----- Provided data -----

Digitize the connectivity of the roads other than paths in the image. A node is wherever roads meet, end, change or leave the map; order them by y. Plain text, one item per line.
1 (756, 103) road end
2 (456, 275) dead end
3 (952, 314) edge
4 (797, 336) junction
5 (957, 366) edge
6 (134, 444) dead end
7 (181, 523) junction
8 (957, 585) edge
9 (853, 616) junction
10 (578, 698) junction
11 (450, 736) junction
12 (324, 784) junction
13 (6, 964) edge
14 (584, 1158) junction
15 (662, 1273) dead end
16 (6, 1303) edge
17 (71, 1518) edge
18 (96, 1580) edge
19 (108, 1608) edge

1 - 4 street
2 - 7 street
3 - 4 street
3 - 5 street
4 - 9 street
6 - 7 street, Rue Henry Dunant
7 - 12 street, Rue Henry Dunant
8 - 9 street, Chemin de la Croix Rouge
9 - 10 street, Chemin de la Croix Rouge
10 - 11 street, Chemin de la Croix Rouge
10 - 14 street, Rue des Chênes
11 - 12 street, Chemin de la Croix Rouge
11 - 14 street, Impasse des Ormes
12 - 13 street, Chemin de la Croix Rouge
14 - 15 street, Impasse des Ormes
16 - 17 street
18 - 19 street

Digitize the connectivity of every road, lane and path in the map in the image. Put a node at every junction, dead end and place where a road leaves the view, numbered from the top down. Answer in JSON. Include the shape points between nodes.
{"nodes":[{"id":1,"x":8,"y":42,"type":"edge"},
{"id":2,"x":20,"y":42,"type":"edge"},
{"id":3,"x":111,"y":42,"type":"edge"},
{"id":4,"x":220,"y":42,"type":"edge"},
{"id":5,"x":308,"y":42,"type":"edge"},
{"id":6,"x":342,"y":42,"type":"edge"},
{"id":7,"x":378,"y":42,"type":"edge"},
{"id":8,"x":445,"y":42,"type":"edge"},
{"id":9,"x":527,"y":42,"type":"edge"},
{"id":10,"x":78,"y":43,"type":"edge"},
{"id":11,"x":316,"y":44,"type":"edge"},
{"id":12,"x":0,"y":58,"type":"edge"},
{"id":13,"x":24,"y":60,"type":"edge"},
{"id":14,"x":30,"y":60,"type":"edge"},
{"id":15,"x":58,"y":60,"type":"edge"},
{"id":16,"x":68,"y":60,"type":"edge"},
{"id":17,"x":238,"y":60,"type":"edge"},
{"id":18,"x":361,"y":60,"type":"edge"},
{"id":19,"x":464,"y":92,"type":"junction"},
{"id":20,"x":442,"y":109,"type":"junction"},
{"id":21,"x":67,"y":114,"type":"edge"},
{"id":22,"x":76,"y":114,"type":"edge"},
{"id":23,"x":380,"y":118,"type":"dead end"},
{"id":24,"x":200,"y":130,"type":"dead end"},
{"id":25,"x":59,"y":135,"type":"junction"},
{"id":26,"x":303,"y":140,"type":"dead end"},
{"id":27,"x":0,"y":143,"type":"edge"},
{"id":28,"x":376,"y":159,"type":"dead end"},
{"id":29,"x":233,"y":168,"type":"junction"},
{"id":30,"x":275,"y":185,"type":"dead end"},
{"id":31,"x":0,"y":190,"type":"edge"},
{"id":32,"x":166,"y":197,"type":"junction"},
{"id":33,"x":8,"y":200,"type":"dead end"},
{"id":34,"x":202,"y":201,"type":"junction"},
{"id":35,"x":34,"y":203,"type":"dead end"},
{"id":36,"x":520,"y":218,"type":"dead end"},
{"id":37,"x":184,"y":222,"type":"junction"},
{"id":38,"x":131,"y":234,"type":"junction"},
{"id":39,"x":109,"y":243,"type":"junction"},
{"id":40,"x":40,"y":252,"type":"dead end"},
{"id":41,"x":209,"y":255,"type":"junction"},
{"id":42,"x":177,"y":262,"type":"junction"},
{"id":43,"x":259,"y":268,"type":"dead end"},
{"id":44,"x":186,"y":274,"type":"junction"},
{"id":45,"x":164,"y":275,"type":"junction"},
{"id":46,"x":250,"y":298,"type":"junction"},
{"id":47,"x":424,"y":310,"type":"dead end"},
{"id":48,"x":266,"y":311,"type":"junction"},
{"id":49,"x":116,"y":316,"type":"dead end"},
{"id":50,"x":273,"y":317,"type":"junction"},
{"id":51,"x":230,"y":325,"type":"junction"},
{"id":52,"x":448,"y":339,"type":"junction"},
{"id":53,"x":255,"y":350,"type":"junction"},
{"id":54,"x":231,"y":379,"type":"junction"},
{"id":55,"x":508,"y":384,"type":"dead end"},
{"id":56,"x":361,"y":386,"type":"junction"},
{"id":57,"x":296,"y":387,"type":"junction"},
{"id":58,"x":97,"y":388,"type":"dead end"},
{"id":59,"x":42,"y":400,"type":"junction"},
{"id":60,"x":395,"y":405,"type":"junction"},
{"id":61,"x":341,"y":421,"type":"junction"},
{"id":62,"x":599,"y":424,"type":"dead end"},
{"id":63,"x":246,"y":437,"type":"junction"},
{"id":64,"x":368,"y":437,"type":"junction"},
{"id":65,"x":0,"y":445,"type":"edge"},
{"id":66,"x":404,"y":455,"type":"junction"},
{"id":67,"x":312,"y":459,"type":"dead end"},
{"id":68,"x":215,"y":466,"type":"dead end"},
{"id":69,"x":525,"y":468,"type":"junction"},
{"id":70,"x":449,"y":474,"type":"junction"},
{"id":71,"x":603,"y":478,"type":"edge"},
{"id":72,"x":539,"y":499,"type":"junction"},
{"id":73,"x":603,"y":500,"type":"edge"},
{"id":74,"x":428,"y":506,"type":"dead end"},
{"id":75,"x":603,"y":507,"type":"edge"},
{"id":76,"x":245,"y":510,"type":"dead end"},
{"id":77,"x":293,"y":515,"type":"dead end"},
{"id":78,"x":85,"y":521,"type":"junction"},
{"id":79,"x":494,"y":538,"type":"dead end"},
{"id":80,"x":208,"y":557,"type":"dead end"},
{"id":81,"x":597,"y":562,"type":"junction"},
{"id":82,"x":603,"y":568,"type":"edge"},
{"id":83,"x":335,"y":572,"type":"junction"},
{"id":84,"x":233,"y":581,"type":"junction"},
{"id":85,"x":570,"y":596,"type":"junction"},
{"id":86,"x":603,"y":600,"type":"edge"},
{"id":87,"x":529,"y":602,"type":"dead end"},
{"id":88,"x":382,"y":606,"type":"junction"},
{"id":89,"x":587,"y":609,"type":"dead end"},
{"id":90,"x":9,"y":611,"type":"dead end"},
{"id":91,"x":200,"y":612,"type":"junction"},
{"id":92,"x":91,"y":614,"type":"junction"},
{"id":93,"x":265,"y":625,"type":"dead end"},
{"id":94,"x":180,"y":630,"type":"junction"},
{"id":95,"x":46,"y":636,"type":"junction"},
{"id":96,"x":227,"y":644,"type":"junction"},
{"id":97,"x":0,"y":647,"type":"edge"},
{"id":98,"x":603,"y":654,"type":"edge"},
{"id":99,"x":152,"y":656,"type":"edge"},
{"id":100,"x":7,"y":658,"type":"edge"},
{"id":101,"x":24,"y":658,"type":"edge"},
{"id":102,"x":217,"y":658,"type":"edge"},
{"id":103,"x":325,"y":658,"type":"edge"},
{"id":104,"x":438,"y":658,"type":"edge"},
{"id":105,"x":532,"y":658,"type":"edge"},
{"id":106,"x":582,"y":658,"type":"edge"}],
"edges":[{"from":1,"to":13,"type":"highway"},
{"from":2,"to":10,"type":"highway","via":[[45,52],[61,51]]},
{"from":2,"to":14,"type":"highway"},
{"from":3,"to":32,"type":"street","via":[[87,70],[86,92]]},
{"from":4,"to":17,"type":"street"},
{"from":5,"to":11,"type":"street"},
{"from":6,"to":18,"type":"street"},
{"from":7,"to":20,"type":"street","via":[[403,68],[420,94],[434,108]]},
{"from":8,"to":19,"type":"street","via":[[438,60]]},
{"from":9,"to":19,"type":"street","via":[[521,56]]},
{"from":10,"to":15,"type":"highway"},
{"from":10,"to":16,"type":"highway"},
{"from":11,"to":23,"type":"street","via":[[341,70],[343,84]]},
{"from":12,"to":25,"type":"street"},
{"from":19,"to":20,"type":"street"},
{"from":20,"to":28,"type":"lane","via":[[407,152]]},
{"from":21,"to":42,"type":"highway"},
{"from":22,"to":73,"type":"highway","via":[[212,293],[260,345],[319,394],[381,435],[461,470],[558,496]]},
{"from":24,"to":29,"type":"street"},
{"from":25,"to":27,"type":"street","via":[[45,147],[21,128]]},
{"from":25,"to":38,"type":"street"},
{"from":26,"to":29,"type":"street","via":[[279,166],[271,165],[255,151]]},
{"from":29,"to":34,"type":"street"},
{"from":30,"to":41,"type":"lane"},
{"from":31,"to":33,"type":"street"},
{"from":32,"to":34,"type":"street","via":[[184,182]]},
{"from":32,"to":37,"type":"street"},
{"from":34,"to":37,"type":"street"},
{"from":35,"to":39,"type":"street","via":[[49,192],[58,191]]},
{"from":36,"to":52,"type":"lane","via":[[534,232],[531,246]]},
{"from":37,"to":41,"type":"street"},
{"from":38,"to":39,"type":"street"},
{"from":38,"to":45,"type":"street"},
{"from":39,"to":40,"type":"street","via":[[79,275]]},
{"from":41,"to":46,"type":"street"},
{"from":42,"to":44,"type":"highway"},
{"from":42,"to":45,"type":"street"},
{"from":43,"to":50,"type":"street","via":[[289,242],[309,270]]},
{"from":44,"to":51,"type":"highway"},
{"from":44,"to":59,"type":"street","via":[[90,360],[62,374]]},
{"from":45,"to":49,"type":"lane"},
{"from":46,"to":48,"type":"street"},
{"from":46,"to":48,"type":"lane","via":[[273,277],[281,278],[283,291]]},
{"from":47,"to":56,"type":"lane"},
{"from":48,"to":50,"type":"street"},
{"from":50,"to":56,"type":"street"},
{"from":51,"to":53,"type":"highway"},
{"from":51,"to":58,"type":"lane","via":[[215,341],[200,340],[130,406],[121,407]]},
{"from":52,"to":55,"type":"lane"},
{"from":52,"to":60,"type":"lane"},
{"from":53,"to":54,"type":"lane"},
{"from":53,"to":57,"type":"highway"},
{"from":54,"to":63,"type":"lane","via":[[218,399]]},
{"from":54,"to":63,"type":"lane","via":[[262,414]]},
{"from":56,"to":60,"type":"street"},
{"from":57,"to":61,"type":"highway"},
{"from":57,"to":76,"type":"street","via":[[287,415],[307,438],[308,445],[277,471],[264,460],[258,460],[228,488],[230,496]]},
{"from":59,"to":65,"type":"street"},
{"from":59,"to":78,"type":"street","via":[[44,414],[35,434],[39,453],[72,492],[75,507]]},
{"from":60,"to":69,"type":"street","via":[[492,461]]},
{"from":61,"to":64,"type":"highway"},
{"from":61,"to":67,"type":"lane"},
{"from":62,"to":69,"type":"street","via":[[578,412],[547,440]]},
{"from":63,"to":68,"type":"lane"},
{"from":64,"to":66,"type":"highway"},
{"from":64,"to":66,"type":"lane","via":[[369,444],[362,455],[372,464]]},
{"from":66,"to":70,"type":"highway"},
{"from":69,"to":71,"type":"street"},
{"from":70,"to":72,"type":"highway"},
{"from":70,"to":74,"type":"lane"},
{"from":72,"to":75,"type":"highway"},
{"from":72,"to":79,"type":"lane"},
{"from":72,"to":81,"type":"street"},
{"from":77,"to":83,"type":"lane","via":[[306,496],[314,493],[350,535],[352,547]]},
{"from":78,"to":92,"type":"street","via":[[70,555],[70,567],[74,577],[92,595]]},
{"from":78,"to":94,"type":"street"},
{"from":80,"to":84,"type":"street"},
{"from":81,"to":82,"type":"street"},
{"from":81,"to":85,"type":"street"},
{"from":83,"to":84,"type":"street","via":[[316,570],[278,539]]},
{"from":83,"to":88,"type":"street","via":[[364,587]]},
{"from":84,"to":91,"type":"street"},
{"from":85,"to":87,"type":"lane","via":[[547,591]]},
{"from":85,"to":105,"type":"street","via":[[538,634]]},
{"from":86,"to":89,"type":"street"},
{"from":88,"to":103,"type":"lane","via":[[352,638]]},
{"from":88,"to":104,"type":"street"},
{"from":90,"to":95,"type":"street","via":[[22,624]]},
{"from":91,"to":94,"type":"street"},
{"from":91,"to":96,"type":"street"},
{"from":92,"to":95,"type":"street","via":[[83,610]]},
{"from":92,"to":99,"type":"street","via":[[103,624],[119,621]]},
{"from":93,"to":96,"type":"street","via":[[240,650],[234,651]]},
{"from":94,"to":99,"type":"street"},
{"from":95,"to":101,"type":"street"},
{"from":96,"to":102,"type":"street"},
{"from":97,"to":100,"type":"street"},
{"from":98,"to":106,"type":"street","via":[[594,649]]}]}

-----

Your objective:
Whenever a line of the material above contains the string "Henry", copy that line out.

Result:
6 - 7 street, Rue Henry Dunant
7 - 12 street, Rue Henry Dunant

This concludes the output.